[Start of section]

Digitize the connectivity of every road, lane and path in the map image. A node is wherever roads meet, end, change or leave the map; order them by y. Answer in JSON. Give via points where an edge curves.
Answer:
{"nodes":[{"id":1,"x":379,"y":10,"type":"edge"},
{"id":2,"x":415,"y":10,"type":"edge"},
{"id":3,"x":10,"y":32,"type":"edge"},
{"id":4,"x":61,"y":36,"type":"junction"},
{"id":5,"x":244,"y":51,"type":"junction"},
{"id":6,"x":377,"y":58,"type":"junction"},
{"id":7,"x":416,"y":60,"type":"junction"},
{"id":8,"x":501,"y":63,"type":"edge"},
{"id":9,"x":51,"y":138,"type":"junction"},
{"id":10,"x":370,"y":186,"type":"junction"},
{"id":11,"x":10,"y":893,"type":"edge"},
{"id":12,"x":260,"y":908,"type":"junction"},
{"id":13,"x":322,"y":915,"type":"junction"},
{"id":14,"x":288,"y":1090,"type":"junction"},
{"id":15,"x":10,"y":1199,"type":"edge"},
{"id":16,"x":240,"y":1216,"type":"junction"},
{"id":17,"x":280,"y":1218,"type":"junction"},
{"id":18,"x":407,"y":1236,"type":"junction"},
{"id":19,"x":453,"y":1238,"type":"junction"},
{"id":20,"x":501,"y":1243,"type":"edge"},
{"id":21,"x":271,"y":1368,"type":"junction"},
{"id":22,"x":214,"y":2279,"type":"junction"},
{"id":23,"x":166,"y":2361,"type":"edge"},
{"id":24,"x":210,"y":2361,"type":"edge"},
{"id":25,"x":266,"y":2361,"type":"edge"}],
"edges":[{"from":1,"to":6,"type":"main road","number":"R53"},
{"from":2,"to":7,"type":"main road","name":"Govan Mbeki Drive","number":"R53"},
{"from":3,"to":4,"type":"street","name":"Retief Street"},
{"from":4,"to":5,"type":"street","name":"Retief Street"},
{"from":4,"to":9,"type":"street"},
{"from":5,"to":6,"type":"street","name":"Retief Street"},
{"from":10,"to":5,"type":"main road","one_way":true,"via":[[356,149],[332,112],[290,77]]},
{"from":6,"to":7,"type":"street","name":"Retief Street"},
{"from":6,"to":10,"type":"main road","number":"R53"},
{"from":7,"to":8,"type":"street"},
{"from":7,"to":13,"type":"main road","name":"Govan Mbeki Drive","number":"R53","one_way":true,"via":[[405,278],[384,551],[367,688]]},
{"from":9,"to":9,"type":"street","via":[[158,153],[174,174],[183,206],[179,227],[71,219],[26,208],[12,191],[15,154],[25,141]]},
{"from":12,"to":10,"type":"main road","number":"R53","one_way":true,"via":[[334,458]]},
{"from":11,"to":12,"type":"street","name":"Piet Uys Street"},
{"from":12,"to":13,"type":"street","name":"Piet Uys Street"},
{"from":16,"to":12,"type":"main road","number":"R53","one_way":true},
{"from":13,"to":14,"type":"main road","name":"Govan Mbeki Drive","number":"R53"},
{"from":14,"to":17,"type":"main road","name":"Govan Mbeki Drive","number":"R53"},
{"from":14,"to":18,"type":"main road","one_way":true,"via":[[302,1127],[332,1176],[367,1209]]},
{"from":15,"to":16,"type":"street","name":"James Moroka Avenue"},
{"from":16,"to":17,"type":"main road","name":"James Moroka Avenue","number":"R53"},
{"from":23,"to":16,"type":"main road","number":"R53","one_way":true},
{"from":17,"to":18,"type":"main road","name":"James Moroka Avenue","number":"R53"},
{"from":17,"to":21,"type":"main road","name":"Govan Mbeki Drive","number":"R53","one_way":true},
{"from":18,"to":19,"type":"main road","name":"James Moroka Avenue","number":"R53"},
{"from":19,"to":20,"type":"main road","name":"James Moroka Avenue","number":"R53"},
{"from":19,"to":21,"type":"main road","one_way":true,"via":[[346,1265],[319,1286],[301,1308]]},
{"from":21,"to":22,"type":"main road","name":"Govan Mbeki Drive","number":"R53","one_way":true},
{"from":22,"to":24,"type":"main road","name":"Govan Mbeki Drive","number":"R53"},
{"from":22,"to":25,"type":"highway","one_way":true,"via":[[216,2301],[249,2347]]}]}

[End of section]

# WHAT THIS TASK INVOLVES
Please write out the entries exactly, keeping every line intact.

# TASK SOLUTION
Digitize the connectivity of every road, lane and path in the map image. A node is wherever roads meet, end, change or leave the map; order them by y. Answer in JSON. Give via points where an edge curves.
Answer:
{"nodes":[{"id":1,"x":379,"y":10,"type":"edge"},
{"id":2,"x":415,"y":10,"type":"edge"},
{"id":3,"x":10,"y":32,"type":"edge"},
{"id":4,"x":61,"y":36,"type":"junction"},
{"id":5,"x":244,"y":51,"type":"junction"},
{"id":6,"x":377,"y":58,"type":"junction"},
{"id":7,"x":416,"y":60,"type":"junction"},
{"id":8,"x":501,"y":63,"type":"edge"},
{"id":9,"x":51,"y":138,"type":"junction"},
{"id":10,"x":370,"y":186,"type":"junction"},
{"id":11,"x":10,"y":893,"type":"edge"},
{"id":12,"x":260,"y":908,"type":"junction"},
{"id":13,"x":322,"y":915,"type":"junction"},
{"id":14,"x":288,"y":1090,"type":"junction"},
{"id":15,"x":10,"y":1199,"type":"edge"},
{"id":16,"x":240,"y":1216,"type":"junction"},
{"id":17,"x":280,"y":1218,"type":"junction"},
{"id":18,"x":407,"y":1236,"type":"junction"},
{"id":19,"x":453,"y":1238,"type":"junction"},
{"id":20,"x":501,"y":1243,"type":"edge"},
{"id":21,"x":271,"y":1368,"type":"junction"},
{"id":22,"x":214,"y":2279,"type":"junction"},
{"id":23,"x":166,"y":2361,"type":"edge"},
{"id":24,"x":210,"y":2361,"type":"edge"},
{"id":25,"x":266,"y":2361,"type":"edge"}],
"edges":[{"from":1,"to":6,"type":"main road","number":"R53"},
{"from":2,"to":7,"type":"main road","name":"Govan Mbeki Drive","number":"R53"},
{"from":3,"to":4,"type":"street","name":"Retief Street"},
{"from":4,"to":5,"type":"street","name":"Retief Street"},
{"from":4,"to":9,"type":"street"},
{"from":5,"to":6,"type":"street","name":"Retief Street"},
{"from":10,"to":5,"type":"main road","one_way":true,"via":[[356,149],[332,112],[290,77]]},
{"from":6,"to":7,"type":"street","name":"Retief Street"},
{"from":6,"to":10,"type":"main road","number":"R53"},
{"from":7,"to":8,"type":"street"},
{"from":7,"to":13,"type":"main road","name":"Govan Mbeki Drive","number":"R53","one_way":true,"via":[[405,278],[384,551],[367,688]]},
{"from":9,"to":9,"type":"street","via":[[158,153],[174,174],[183,206],[179,227],[71,219],[26,208],[12,191],[15,154],[25,141]]},
{"from":12,"to":10,"type":"main road","number":"R53","one_way":true,"via":[[334,458]]},
{"from":11,"to":12,"type":"street","name":"Piet Uys Street"},
{"from":12,"to":13,"type":"street","name":"Piet Uys Street"},
{"from":16,"to":12,"type":"main road","number":"R53","one_way":true},
{"from":13,"to":14,"type":"main road","name":"Govan Mbeki Drive","number":"R53"},
{"from":14,"to":17,"type":"main road","name":"Govan Mbeki Drive","number":"R53"},
{"from":14,"to":18,"type":"main road","one_way":true,"via":[[302,1127],[332,1176],[367,1209]]},
{"from":15,"to":16,"type":"street","name":"James Moroka Avenue"},
{"from":16,"to":17,"type":"main road","name":"James Moroka Avenue","number":"R53"},
{"from":23,"to":16,"type":"main road","number":"R53","one_way":true},
{"from":17,"to":18,"type":"main road","name":"James Moroka Avenue","number":"R53"},
{"from":17,"to":21,"type":"main road","name":"Govan Mbeki Drive","number":"R53","one_way":true},
{"from":18,"to":19,"type":"main road","name":"James Moroka Avenue","number":"R53"},
{"from":19,"to":20,"type":"main road","name":"James Moroka Avenue","number":"R53"},
{"from":19,"to":21,"type":"main road","one_way":true,"via":[[346,1265],[319,1286],[301,1308]]},
{"from":21,"to":22,"type":"main road","name":"Govan Mbeki Drive","number":"R53","one_way":true},
{"from":22,"to":24,"type":"main road","name":"Govan Mbeki Drive","number":"R53"},
{"from":22,"to":25,"type":"highway","one_way":true,"via":[[216,2301],[249,2347]]}]}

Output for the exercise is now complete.